After the 1890 Australian maritime dispute and the 1891 Australian shearers' strike both of which were long, drawn out affairs in which trade unions were defeated, running out of funds, actions by increasingly militant and desperate unions led up to perhaps the most violent shearers' strike, in 1894.

Particularly due to falling wool prices in London, pastoralists were motivated to cut pay rates and hire non-union labour, which was plentiful due to mass unemployment during the 1890s depression. In May 1894, the Amalgamated Workers Union rose to the defence of the shearers' wages .

By October 1894 the Queensland Amalgamated Workers Union conceded defeat and called off the strike in the colony of Queensland. However, the strike continued in New South Wales, where possibly 16,000 workers gathered in strike camps. Police were mobilised against them.
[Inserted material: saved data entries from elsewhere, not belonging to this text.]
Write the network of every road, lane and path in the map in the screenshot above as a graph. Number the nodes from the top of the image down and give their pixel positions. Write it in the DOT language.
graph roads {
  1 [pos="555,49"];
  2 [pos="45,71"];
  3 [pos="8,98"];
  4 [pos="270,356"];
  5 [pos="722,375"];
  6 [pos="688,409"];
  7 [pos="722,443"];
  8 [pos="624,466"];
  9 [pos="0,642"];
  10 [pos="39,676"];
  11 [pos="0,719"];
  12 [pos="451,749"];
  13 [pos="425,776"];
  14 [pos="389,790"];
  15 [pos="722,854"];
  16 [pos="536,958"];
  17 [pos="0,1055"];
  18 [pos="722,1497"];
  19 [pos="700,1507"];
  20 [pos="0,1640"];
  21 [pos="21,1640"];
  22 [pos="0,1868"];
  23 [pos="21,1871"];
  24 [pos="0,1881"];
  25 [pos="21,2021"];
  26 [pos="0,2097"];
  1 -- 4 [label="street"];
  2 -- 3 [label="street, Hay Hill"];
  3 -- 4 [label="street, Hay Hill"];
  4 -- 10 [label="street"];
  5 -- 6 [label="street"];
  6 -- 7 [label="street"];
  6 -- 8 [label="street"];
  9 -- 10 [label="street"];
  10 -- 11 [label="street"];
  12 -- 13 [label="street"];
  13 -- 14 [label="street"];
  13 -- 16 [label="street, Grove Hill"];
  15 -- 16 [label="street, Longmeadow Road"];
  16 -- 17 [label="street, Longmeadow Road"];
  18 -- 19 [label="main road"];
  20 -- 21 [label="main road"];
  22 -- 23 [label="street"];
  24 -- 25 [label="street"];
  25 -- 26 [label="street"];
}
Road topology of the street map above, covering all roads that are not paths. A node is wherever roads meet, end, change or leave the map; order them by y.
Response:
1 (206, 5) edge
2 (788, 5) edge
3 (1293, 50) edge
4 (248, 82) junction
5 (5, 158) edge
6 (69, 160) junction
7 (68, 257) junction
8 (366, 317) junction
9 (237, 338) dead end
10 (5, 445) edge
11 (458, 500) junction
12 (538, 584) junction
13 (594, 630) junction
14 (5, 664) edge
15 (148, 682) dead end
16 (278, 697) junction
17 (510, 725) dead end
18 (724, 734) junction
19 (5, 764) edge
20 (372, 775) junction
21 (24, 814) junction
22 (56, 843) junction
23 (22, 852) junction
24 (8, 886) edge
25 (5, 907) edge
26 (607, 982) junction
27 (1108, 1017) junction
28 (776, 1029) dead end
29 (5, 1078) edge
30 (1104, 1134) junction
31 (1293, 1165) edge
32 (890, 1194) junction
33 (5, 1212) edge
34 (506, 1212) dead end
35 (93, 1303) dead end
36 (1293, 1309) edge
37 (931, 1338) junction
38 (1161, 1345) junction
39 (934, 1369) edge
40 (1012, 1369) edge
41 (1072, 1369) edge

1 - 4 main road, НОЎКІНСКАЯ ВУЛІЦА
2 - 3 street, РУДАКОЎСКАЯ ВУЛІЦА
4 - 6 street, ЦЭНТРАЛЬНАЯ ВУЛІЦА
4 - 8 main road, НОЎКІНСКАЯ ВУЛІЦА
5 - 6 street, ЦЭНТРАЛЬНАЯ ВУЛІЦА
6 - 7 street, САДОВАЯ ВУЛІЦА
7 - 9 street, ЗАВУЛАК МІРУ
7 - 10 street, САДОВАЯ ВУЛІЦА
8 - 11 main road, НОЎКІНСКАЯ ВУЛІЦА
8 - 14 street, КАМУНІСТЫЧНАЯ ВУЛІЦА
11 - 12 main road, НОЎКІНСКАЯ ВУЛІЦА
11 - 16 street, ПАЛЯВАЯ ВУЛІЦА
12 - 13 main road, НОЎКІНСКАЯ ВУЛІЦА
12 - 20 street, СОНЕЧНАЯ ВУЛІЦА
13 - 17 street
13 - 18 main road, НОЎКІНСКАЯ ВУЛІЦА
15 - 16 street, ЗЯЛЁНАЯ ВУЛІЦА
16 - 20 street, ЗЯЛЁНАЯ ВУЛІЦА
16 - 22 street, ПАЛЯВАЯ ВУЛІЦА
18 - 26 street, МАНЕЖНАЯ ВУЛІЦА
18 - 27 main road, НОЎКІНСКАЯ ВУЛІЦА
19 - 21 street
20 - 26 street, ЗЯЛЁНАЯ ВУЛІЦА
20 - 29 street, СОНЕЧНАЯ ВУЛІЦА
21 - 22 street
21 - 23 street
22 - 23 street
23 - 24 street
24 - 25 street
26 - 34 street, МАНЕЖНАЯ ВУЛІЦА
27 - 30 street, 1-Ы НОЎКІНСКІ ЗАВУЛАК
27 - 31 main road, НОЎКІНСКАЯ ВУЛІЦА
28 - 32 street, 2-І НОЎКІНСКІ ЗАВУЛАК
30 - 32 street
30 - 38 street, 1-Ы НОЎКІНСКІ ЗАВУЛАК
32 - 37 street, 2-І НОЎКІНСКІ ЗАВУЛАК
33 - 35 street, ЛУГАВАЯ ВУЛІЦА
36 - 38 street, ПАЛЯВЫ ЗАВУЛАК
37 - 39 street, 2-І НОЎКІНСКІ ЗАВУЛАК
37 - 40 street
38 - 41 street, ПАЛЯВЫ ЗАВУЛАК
The most famous incident during the strike was the burning and sinking of the steamer Rodney, which was transporting non-union labour up the Darling River. When the boat was moored in a swamp 23 mi above Pooncarie, a few miles above the Moorara shearing shed, unionists boarded, took control, offloaded all passengers, then soaked the hold in kerosene and set it alight. The burning boat drifted away and sank after several hours.

In September 1894, on Dagworth Station, north-west of Winton), striking shearers fired their rifles and pistols in the air, setting fire to the woolshed. The owner of the homestead and three policemen gave chase to a man named Samuel Hoffmeister – also known as "French(y)". Rather than be captured, Hoffmeister shot and killed himself at the Combo Waterhole. It has been widely accepted that the lyrics of Waltzing Matilda are based the incident.